In a multiplicative system, virtue ethics optimizes your daily multipliers, utilitarianism calculates across all the products, and deontology prevents catastrophic zeros.
They're complementary, not contradictory.
This is one of those frameworks that, once you see it, keeps showing up everywhere. It explains why small habits compound exponentially (1.01^365 vs 0.99^365). Why some harms feel categorically different. Why recovery from rock bottom is so hard. Even why Hume's is-ought gap might be a false problem.
I'm still figuring out how much weight this metaphor can bear, so I'm putting it out there to see what breaks when other people push on it.
A parent promises their child they will attend her recital, but a work meeting is inadvertently booked at the same time, and the parent chooses the meeting instead. Something feels wrong about this, but why? The promise that was broken ripples outward: the child's trust is diminished, the parents' integrity is eroded, and the relationship itself is weakened. Each person who learns of the broken promise adjusts their own expectations slightly downward. Small actions compound like interest, and life is the accumulated product.

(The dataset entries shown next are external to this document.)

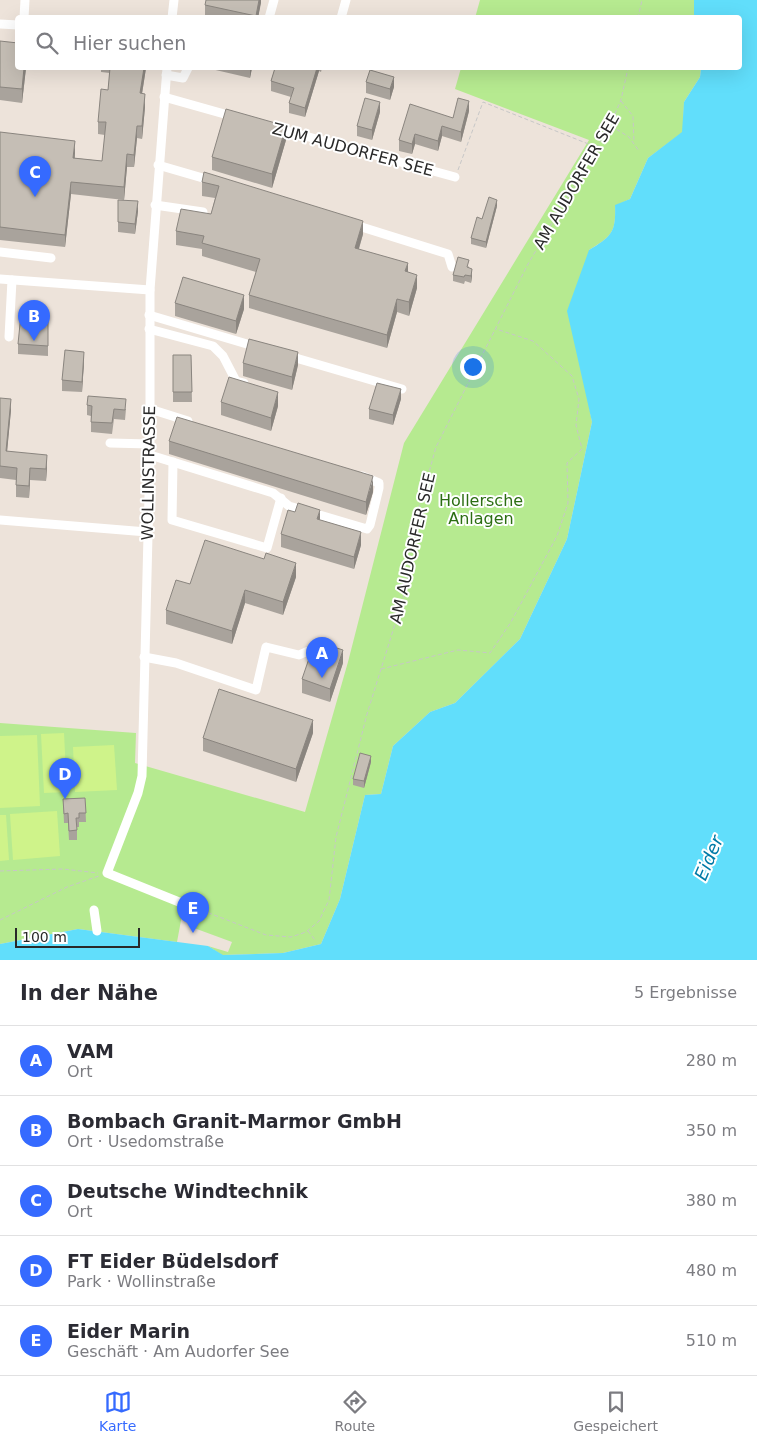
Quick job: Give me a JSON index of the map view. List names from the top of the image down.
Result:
{
  "streets": {
    "street": ["ZUM AUDORFER SEE", "WOLLINSTRASSE"],
    "path": ["AM AUDORFER SEE"]
  },
  "water": ["Eider"],
  "parks": ["Hollersche Anlagen"],
  "scale_bar": "100 m",
  "page": {
    "search": "Hier suchen",
    "pins": [
      "C",
      "B",
      "A",
      "D",
      "E"
    ],
    "scale": "100 m",
    "heading": ["In der Nähe", "5 Ergebnisse"],
    "list": [
      {
        "mark": "A",
        "name": "VAM",
        "note": "Ort",
        "value": "280 m"
      },
      {
        "mark": "B",
        "name": "Bombach Granit-Marmor GmbH",
        "note": "Ort · Usedomstraße",
        "value": "350 m"
      },
      {
        "mark": "C",
        "name": "Deutsche Windtechnik",
        "note": "Ort",
        "value": "380 m"
      },
      {
        "mark": "D",
        "name": "FT Eider Büdelsdorf",
        "note": "Park · Wollinstraße",
        "value": "480 m"
      },
      {
        "mark": "E",
        "name": "Eider Marin",
        "note": "Geschäft · Am Audorfer See",
        "value": "510 m"
      }
    ],
    "nav": ["Karte", "Route", "Gespeichert"]
  }
}
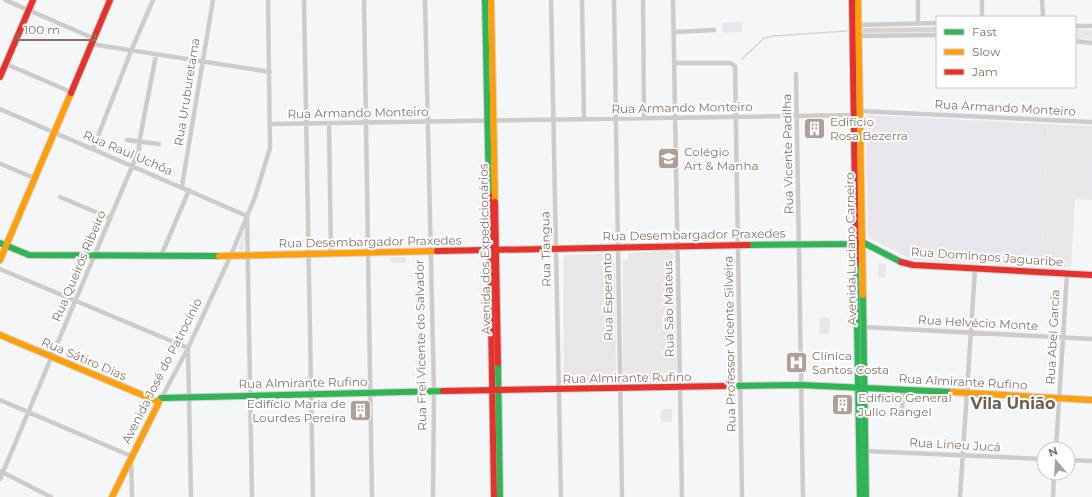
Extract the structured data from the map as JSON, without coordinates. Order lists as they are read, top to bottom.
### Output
{
  "streets": {
    "street": [
      "Rua Uruburetama",
      "Rua Armando Monteiro",
      "Rua Raul Uchôa",
      "Rua Vicente Padilha",
      "Rua Desembargador Praxedes",
      "Avenida dos Expedicionários",
      "Rua Tianguá",
      "Avenida Luciano Carneiro",
      "Rua Domingos Jaguaribe",
      "Rua Queirós Ribeiro",
      "Rua Esperanto",
      "Rua São Mateus",
      "Rua Helvécio Monte",
      "Rua Abel Garcia",
      "Rua Professor Vicente Silveira",
      "Rua Frei Vicente do Salvador",
      "Rua Sátiro Dias",
      "Avenida José do Patrocínio",
      "Rua Almirante Rufino",
      "Rua Lineu Jucá"
    ]
  },
  "crossings": [
    ["Rua Uruburetama", "Rua Raul Uchôa"],
    ["Rua Armando Monteiro", "Rua Vicente Padilha"],
    ["Rua Armando Monteiro", "Avenida dos Expedicionários"],
    ["Rua Armando Monteiro", "Rua Tianguá"],
    ["Rua Armando Monteiro", "Avenida Luciano Carneiro"],
    ["Rua Armando Monteiro", "Rua Esperanto"],
    ["Rua Armando Monteiro", "Rua São Mateus"],
    ["Rua Armando Monteiro", "Rua Professor Vicente Silveira"],
    ["Rua Armando Monteiro", "Rua Frei Vicente do Salvador"],
    ["Rua Armando Monteiro", "Avenida José do Patrocínio"],
    ["Rua Raul Uchôa", "Rua Queirós Ribeiro"],
    ["Rua Raul Uchôa", "Avenida José do Patrocínio"],
    ["Rua Vicente Padilha", "Rua Desembargador Praxedes"],
    ["Rua Vicente Padilha", "Rua Almirante Rufino"],
    ["Rua Desembargador Praxedes", "Avenida dos Expedicionários"],
    ["Rua Desembargador Praxedes", "Rua Tianguá"],
    ["Rua Desembargador Praxedes", "Avenida Luciano Carneiro"],
    ["Rua Desembargador Praxedes", "Rua Domingos Jaguaribe"],
    ["Rua Desembargador Praxedes", "Rua Queirós Ribeiro"],
    ["Rua Desembargador Praxedes", "Rua Esperanto"],
    ["Rua Desembargador Praxedes", "Rua São Mateus"],
    ["Rua Desembargador Praxedes", "Rua Professor Vicente Silveira"],
    ["Rua Desembargador Praxedes", "Rua Frei Vicente do Salvador"],
    ["Rua Desembargador Praxedes", "Avenida José do Patrocínio"],
    ["Avenida dos Expedicionários", "Rua Almirante Rufino"],
    ["Rua Tianguá", "Rua Almirante Rufino"],
    ["Avenida Luciano Carneiro", "Rua Domingos Jaguaribe"],
    ["Avenida Luciano Carneiro", "Rua Helvécio Monte"],
    ["Avenida Luciano Carneiro", "Rua Almirante Rufino"],
    ["Avenida Luciano Carneiro", "Rua Lineu Jucá"],
    ["Rua Domingos Jaguaribe", "Rua Abel Garcia"],
    ["Rua Queirós Ribeiro", "Rua Sátiro Dias"],
    ["Rua Esperanto", "Rua Almirante Rufino"],
    ["Rua São Mateus", "Rua Professor Vicente Silveira"],
    ["Rua São Mateus", "Rua Almirante Rufino"],
    ["Rua Helvécio Monte", "Rua Abel Garcia"],
    ["Rua Abel Garcia", "Rua Almirante Rufino"],
    ["Rua Professor Vicente Silveira", "Rua Almirante Rufino"],
    ["Rua Frei Vicente do Salvador", "Rua Almirante Rufino"],
    ["Rua Sátiro Dias", "Avenida José do Patrocínio"],
    ["Rua Sátiro Dias", "Rua Almirante Rufino"],
    ["Avenida José do Patrocínio", "Rua Almirante Rufino"]
  ],
  "districts": ["Vila União"],
  "places": {
    "building": ["Edifício Rosa Bezerra", "Edifício General Julio Rangel", "Edifício Maria de Lourdes Pereira"],
    "school or university": ["Colégio Art & Manha"],
    "hospital": ["Clínica Santos Costa"]
  },
  "legend": ["Fast", "Slow", "Jam"],
  "scale_bar": "100 m",
  "north": "top"
}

The Mathematics of Mattering
Picture every living system (from a single cell to an entire civilization) as a product of crucial factors:
Metabolism × Reproduction × Information Transfer × Cooperation × Trust × Communication × ...
The fact that the factors are multiplicative means that if any essential factor reaches zero (total metabolic failure, complete breakdown of trust, or absolute communication collapse), the entire product is rendered useless and cannot recover. Zero is forever. Soft setbacks such as war, recession, or organ injury can sometimes be reinflated by outside energy, but a hard zero is final.

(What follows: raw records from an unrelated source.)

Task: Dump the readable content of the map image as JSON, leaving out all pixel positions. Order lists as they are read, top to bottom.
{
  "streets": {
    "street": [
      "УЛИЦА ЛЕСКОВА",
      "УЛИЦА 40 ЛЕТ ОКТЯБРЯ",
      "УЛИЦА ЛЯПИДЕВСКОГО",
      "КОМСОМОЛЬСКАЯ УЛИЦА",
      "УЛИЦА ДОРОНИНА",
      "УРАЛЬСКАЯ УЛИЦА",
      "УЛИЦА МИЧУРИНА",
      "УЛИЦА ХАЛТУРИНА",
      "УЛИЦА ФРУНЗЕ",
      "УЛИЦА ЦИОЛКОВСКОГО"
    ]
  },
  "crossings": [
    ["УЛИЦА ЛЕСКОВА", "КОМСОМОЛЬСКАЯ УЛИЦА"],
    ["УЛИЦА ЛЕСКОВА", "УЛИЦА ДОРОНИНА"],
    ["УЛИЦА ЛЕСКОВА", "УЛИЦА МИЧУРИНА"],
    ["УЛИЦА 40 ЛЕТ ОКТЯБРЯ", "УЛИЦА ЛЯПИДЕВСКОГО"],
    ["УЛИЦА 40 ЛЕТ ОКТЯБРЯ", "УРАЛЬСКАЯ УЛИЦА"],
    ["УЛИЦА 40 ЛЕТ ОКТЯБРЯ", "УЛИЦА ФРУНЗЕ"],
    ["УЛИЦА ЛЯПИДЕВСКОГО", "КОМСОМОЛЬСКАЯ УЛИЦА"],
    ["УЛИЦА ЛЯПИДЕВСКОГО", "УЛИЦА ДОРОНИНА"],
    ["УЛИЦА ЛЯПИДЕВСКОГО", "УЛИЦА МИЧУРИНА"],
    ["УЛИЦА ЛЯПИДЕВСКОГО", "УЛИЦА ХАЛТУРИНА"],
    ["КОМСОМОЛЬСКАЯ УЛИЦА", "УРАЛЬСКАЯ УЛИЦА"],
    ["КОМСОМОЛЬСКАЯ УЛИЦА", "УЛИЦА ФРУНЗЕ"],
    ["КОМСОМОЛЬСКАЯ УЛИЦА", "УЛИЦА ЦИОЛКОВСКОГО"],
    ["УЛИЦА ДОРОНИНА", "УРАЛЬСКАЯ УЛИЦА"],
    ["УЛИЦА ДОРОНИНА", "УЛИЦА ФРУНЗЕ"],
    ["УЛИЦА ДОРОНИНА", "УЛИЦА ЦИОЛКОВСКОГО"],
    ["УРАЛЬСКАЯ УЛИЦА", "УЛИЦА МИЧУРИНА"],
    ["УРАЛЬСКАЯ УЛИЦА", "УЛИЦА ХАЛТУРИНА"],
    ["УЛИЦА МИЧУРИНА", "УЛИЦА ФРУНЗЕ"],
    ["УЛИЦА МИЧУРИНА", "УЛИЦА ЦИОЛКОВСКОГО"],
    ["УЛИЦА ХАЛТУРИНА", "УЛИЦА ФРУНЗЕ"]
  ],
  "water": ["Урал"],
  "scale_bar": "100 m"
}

In this multiplication metaphor, different factors affect our course:
- Less than 1 (×0.9), contracts or degrades the system,
- Equal to 1 (×1.0), maintains it, and
- Greater than 1 (×1.1) expands or amplifies it.
A thriving forest, a healthy body, or a vibrant city typically maintains multipliers above one, such that its total product snowballs over time.
If our experience is metaphorically a number beginning at 1, unable to hit 0, and changing with each interaction, then every experience becomes a multiplier, increasing or decreasing our number.
For example, actions such as promise-breaking (×0.9), deception (×0.95), or violence (×0.85) act as fractional multipliers, each reducing trust and cooperation factors, nudging systems toward collapse. While actions such as reliable communication (×1.1), altruism (×1.2), and creativity (×1.25) enhance these multipliers, pushing systems toward flourishing.
Though it’s important to note here that the specific reference to numbers (×0.9 for betrayal, ×1.1 for trust) is purely illustrative. They represent the direction and relative magnitude of the effects rather than precise measurements. Think of them as conceptual placeholders showing that some actions degrade (multipliers less than 1) while others enhance (multipliers greater than 1) our systems. Actual impacts would depend on context and culture, and factors often trade off. Though even without the precision, the framework should align with our moral intuitions: betrayal feels fundamentally destructive yet categorically different from mere disappointment.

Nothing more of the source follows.